Coahuila es el tercer estado del País con la mayor cantidad de carpetas abiertas por el delito de narcomenudeo, con 5 mil 661 expedientes hasta agosto de este año, según datos del Secretariado Ejecutivo del Sistema Nacional de Seguridad Pública (SESNSP).

Baja California y Guanajuato ocupan los dos primeros lugares.

En la semana el fiscal del estado, Gerardo Márquez, pidió que el tema se viera desde el punto de vista del vaso lleno y no medio lleno, porque cada carpeta de investigación obedece a una detención.

Y sí, hay que ver el vaso desde distintas ópticas. No necesariamente positivas.

¿Qué representa esa explicación del número de carpetas por el delito de narcomenudeo? Que cada día se detienen en promedio entre 23 y 24 narcomenudistas. Prácticamente uno cada hora. Y dicha cifra desprende a su vez otros ángulos: que se está haciendo trabajo de detención y combate o que hay un frágil sistema de justicia que no conduce a una persona detenida a una sanción penal, o que las salidas alternas del sistema de justicia no están logrando su objetivo, pues las medidas precautorias como enviar al detenido a un centro de rehabilitación no están funcionando, o que la demanda y consumo de droga por parte de la población sigue incrementándose, lo que significa el fracaso de las políticas públicas para la atención del problema desde el punto de vista de salud, o que el trasiego de droga por el estado está encontrando puntos de venta. Total, que sí, son varias visiones del vaso; lleno, medio lleno y vacío.

Si se suma la cantidad de detenidos (carpetas) hasta agosto con la de todo el año pasado (6 mil 490), suman 12 mil 151. Hablar de 12 mil 151 detenciones de narcomenudistas es un universo bastante amplio, lo que refleja –allí está otra visión– la reincidencia de los detenidos y por ende el fracaso en el seguimiento y atención al problema.

¿Cuál es la relación del menudeo de droga con un narcotráfico a gran escala? En la edición del 5 de octubre de esta columna, traté el tema del sigiloso aumento en delitos federales contra la salud en la entidad, principalmente el de producción y posesión. Ambos delitos federales están estrechamente conectados con un menudeo de droga.

En Coahuila hay mercado, lo sabemos. Es evidente. Los centros para atención de adicciones, los anexos o los centros de integración juvenil, refieren aumentos en el consumo de droga, disminución en las edades de inicio y una problemática que arrecia en consumo particular de cristal.
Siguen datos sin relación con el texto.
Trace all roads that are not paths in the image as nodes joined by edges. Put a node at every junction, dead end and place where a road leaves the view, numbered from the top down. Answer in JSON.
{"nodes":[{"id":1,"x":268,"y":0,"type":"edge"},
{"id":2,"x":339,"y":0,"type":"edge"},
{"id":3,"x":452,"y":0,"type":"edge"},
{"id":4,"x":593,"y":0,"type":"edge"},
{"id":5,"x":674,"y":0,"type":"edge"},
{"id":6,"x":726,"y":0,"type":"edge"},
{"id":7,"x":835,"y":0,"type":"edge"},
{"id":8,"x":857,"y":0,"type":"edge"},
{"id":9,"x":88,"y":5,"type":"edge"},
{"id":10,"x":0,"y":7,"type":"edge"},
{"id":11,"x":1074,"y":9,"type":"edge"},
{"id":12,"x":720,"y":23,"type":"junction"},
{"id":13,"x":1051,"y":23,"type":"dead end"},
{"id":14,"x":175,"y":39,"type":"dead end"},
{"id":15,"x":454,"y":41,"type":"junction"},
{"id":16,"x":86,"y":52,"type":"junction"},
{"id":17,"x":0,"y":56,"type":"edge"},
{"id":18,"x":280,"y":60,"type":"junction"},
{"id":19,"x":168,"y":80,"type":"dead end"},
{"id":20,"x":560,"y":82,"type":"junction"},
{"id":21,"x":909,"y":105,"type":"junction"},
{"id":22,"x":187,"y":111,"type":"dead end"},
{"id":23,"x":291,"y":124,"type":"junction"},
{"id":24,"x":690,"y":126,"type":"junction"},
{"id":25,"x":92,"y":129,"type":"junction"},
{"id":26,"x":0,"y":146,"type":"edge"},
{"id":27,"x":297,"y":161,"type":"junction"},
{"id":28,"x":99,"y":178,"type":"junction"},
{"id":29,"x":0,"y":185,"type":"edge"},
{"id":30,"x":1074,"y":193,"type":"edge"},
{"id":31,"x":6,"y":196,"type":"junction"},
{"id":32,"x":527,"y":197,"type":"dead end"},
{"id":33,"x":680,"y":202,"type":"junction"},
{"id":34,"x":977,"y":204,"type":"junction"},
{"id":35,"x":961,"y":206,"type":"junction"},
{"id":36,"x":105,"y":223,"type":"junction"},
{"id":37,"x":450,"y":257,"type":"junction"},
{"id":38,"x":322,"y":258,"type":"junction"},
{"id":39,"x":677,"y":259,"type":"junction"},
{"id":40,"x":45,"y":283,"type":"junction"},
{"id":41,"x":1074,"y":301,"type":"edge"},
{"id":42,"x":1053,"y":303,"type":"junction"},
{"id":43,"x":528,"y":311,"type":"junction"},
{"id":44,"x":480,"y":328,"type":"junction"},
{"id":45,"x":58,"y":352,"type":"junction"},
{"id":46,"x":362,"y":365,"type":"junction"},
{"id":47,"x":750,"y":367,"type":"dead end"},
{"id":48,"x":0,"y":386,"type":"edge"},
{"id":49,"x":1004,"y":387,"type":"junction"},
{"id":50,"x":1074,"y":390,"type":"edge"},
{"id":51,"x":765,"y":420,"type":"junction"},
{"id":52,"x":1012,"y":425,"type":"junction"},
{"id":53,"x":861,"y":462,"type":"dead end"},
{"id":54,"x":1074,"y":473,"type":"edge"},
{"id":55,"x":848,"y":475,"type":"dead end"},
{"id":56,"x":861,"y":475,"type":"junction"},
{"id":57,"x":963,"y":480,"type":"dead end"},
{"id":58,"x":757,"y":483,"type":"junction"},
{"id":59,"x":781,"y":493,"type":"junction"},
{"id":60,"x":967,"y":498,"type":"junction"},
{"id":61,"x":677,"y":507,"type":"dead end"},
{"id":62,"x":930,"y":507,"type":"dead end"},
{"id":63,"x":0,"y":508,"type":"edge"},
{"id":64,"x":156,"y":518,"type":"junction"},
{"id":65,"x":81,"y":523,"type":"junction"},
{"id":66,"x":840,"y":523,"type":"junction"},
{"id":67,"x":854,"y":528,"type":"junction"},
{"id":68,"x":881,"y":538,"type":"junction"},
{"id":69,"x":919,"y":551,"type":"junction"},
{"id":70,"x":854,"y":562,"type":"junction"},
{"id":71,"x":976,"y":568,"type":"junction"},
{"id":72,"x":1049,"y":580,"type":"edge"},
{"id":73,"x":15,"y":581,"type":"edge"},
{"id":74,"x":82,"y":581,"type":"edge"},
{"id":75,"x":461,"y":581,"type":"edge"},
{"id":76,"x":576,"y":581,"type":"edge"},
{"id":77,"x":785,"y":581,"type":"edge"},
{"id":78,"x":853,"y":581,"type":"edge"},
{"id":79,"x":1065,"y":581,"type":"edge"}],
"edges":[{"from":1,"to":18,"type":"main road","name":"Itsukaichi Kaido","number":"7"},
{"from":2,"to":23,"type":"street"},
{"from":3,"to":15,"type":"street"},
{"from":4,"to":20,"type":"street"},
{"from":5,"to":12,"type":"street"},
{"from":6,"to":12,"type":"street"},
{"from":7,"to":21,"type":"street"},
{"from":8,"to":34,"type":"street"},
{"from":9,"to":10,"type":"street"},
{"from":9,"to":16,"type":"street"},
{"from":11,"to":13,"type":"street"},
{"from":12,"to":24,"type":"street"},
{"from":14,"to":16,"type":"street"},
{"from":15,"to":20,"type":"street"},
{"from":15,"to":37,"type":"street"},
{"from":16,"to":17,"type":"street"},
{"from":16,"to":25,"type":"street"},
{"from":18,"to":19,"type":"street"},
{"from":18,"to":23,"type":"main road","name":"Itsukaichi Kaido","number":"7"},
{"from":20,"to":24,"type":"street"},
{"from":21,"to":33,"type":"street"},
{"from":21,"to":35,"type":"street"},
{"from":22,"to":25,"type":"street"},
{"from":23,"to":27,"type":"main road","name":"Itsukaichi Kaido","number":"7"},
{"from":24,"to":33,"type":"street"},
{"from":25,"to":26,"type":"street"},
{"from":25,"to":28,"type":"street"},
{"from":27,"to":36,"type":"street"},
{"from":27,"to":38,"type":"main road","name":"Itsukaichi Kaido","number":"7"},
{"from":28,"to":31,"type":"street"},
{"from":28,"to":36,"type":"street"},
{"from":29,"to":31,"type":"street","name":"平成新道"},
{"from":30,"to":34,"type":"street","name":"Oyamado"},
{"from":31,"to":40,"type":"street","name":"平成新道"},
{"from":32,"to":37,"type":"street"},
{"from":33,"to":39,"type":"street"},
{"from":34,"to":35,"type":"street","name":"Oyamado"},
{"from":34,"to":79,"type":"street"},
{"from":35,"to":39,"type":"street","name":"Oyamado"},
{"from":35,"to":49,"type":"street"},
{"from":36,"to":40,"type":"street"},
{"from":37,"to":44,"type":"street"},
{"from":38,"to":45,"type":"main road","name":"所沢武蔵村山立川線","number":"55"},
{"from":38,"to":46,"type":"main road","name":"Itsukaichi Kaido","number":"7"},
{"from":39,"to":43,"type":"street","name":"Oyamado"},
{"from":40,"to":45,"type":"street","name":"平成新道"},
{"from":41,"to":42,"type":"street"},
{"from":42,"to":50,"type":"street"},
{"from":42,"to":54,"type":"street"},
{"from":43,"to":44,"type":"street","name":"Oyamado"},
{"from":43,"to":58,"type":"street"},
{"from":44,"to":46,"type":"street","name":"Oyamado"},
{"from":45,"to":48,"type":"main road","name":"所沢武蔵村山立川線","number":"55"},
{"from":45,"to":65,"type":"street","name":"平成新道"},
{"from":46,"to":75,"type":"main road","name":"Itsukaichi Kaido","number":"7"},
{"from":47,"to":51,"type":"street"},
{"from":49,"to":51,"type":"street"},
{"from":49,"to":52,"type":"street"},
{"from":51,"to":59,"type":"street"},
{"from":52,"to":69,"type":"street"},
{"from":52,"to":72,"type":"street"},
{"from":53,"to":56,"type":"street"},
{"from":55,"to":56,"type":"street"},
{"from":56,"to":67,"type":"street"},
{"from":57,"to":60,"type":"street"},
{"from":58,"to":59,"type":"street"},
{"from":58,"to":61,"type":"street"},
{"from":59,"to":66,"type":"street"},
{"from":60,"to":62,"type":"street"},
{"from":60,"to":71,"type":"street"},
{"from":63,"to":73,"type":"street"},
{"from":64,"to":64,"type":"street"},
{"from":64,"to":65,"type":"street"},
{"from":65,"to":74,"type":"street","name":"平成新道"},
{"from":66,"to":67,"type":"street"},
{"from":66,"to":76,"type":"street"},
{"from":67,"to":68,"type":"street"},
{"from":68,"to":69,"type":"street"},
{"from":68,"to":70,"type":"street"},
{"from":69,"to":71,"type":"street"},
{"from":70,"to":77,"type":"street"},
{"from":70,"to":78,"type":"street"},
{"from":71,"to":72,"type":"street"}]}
Sin embargo, la estrategia para atender el problema se encuentra –dicho sea de paso como en todo el país– sin pies ni cabeza. La detención de narcomenudistas cumple con una función, pero no va a la raíz del problema. Mientras haya demanda, habrá oferta.

AL TIRO

Un estudio piloto que midió el consumo de sustancias ilícitas en aguas residuales de 20 ciudades del País encontró a Torreón como una de las tres urbes con más alto consumo de drogas ilegales, junto a Culiacán y Nuevo Laredo.

El estudio estuvo a cargo del Instituto Nacional de Salud Pública (INSP), la Comisión Nacional contra las Adicciones, la Universidad Nacional Autónoma de México, la Universidad de Guadalajara y la empresa Investigación, Ciencia y Tecnología Internacional.

La forma de medir la presencia de sustancias ilícitas en las aguas residuales fue mediante la cuantificación de nueve metabolitos de drogas: mariguana, cocaína, anfetamina, metanfetamina, éxtasis y heroína. Los metabolitos son los rastros de los compuestos químicos que procesa la persona a través de la orina y las heces. En otras palabras, el drenaje fue utilizado por los investigadores como una gran vasija de orina. A la ciudad le hicieron un antidoping y Torreón salió con el nivel más alto de consumo de mariguana con 33 mil 360 miligramos por día por cada mil habitantes. También se encontró 383 miligramos de metanfetamina por día por cada mil habitantes (tercer lugar) y de cocaína 273 miligramos por día por cada mil habitantes.

La muestra –aclaramos– fue de finales de 2015 y tardó más de tres años en investigarse y verificarse en laboratorio. Sin embargo, refleja que al menos desde 2015 ya se presentaba un consumo de metanfetaminas, fenómeno que en 2016 comenzó a alertar el Centro de Integración Juvenil de Torreón. Nadie hizo –y sigue sin hacer– caso.

En la semana reprochamos el operativo fallido en Culiacán, cuyo propósito era la detención del hijo de Joaquín Guzmán Loera. El objetivo era el mismo de siempre: descabezar un cártel de la droga sin atacar el problema de raíz.

En Coahuila se detienen más vendedores de droga que ladrones de autos, pero el fenómeno se convertirá en un cuento de nunca acabar si no se atiende el problema de fondo, como hubiera sido la detención del hijo del Chapo Guzmán.